Thursday, April 30, 2009

Political Correctness, Guantamo, and Noble Dinosaurs


It used to be said that self-preservation is the first law of nature. But much of what has been happening in recent times in the United States, and in Western civilization in general, suggests that survival is taking a back seat to the shibboleths of political correctness….We have already turned loose dozens of captured terrorists, who have resumed their terrorism. Why? Because they have been given “rights” that exist neither in our laws nor under international law….What Matters More, National Survival or Political Correctness?, Thomas Sowell, National Review, 4/29/09

Sowell, as sharp a commentator as there is, is as appalled as we should be by the naiveté of political correctness. It’s not new, sadly. Those who lived through the quiet riot of the 1970s in urban America remember the cries from liberal Democrats about the poor, helpless anger that motivates crime. It was a topic of jokes among New York gangsters, a very funny leitmotif in the 1956 musical West Side Story, but paralyzed the police force as officials, elected, appointed, and self-appointed (the latter mostly jurists) defined correct police conduct toward criminal suspects as being somewhat similar to a courtier’s behavior before the King of France. What a price we paid in New York City.

You can see a little of that in American Gangster, and a great deal more in the oeuvre of Sidney Lumet, but for those who lived through it, and beyond, really all the way to the middle of Mayor Giuliani’s term of office, it was a daily nightmare. What Giuliani understood, as did those NY cops not corrupted by drug money or other bag work, was that it didn’t matter if Abner X felt bad about how his daddy abandoned him, but that Abner X’s tirades, including use of machine pistols, Glocks, and knives, had to be stopped. The lawyers, juries, and judges could sort out the motive after the crime wave had ended. What mattered, first and foremost, was ending the capacity of young men especially from committing violence upon their fellow citizens in pursuit of gain. Why?

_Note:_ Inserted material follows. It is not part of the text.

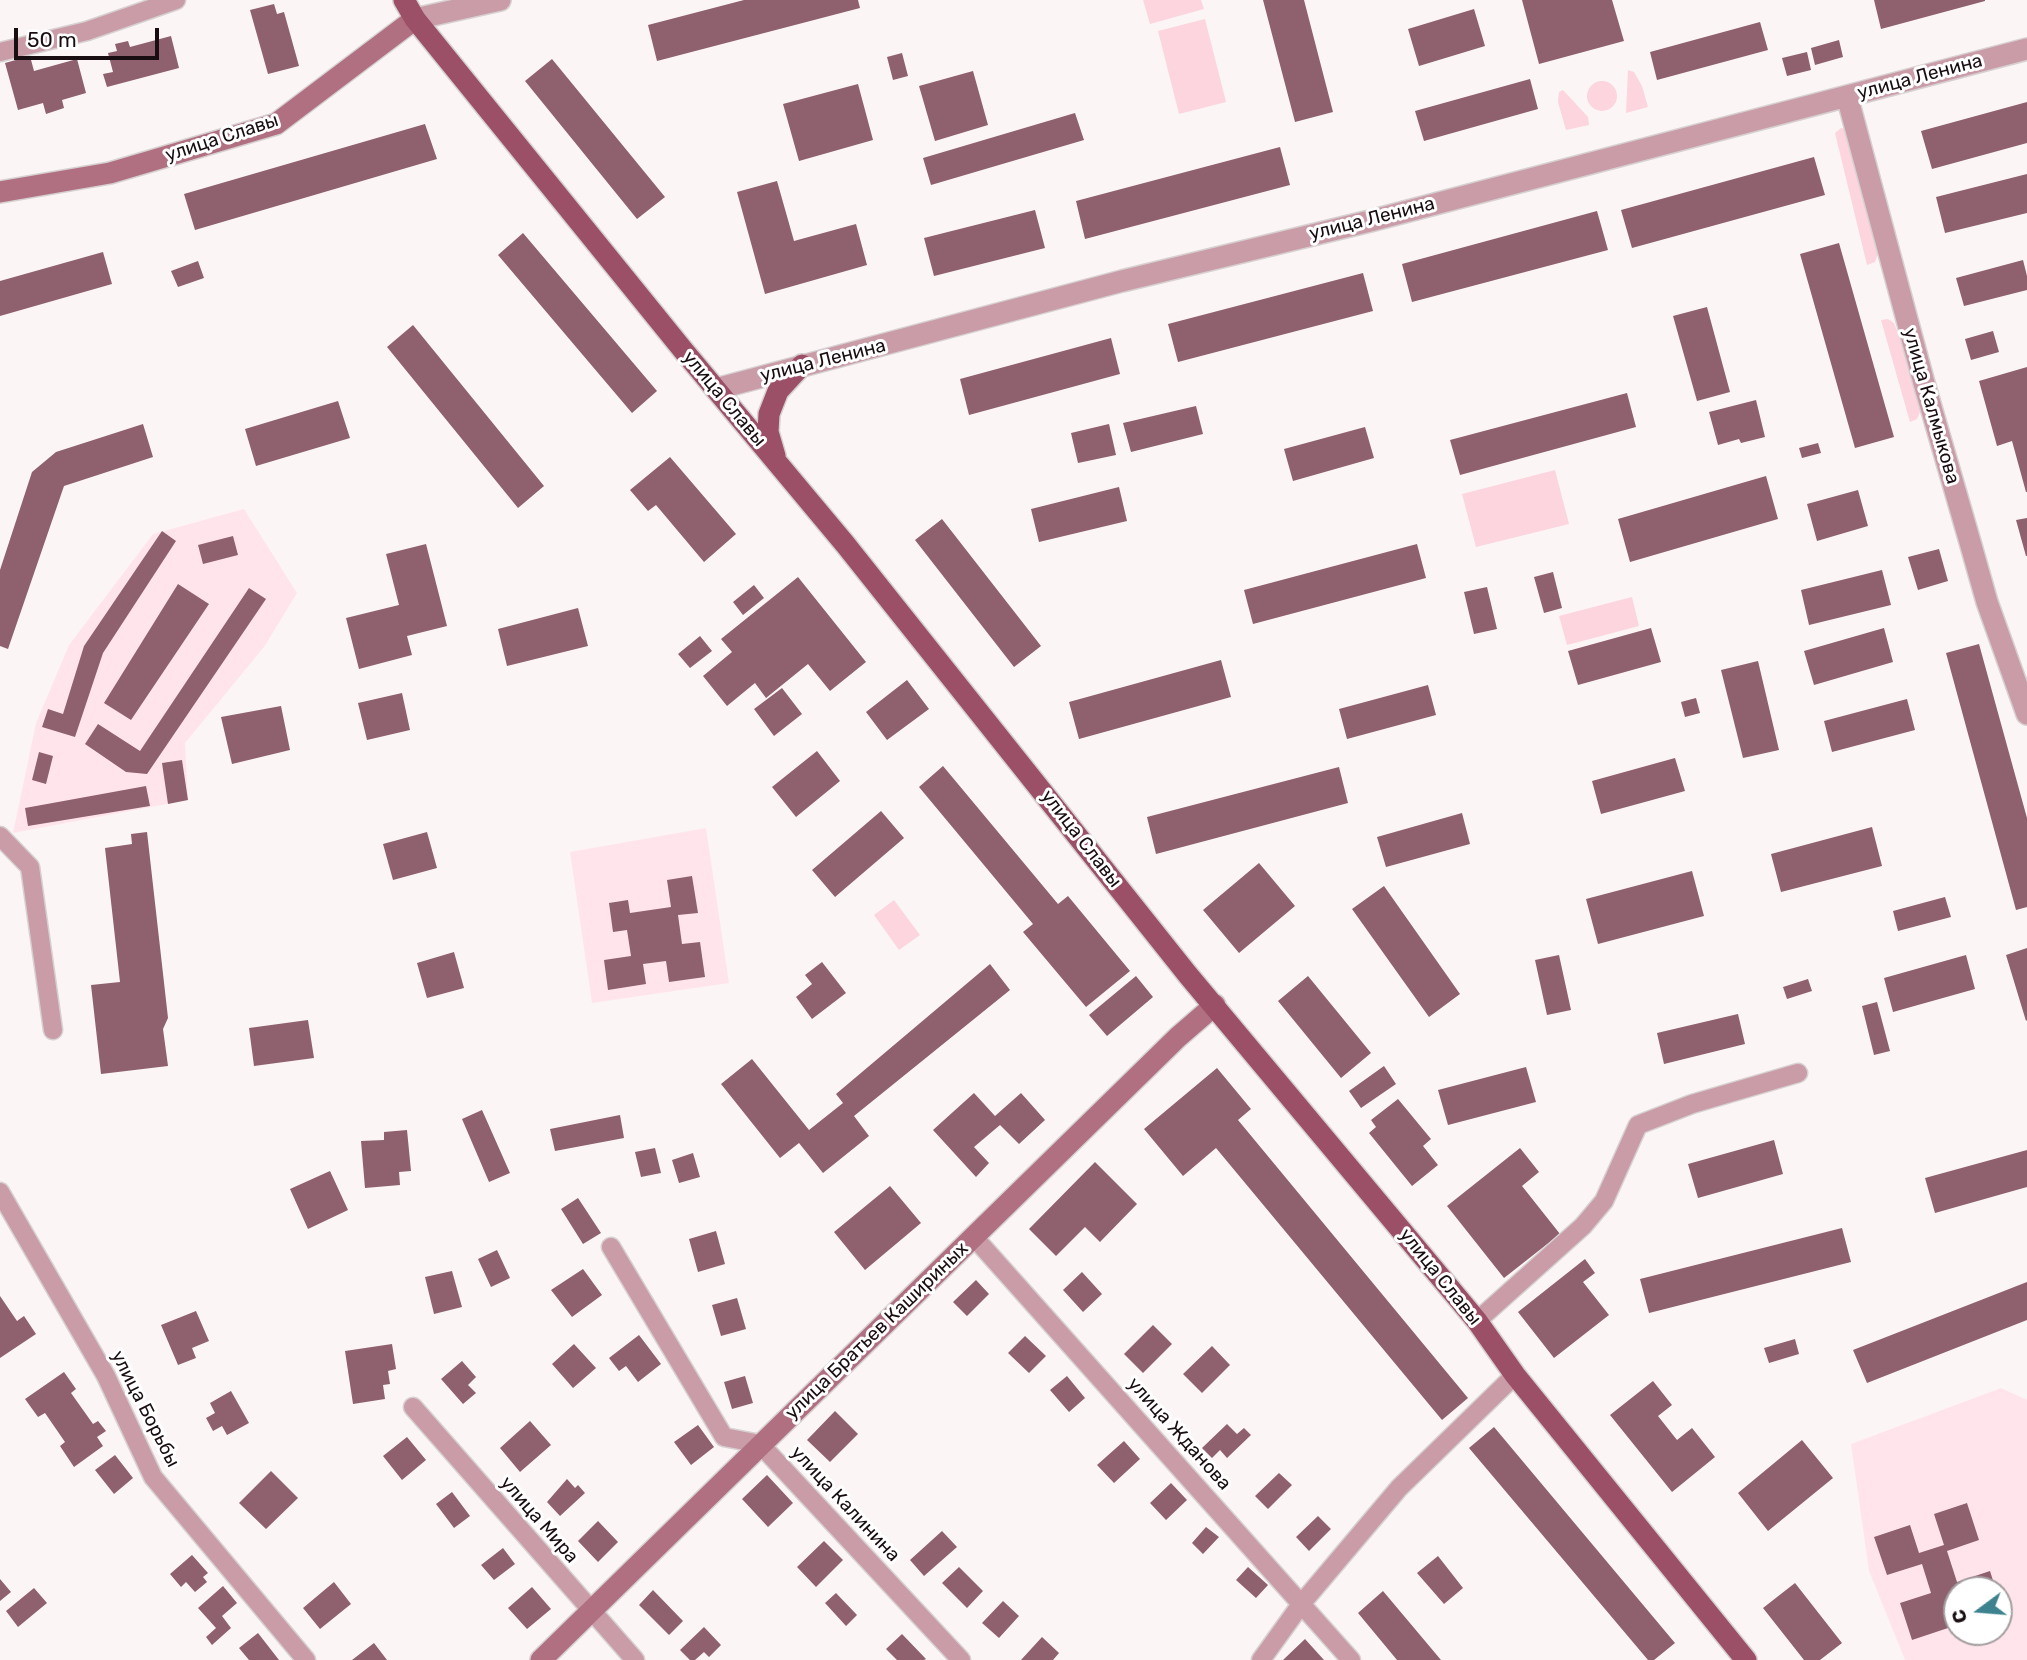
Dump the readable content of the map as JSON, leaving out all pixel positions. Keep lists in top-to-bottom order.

Such leaders and police officers understood that no civil discourse is possible in an atmosphere of mayhem and murder. But, to politicians like John Lindsay or, later, David Dinkins, that perception was unavailable to their ideological interpretation of violent young men. They proceeded as if what everyone in the street knew firsthand was simply a disturbing, popular neurosis, the while the city disintegrated. This is how the Left always operates. It pays no attention to contingency, to observation, to common sense. It would rather die a noble dinosaur than survive as a human being.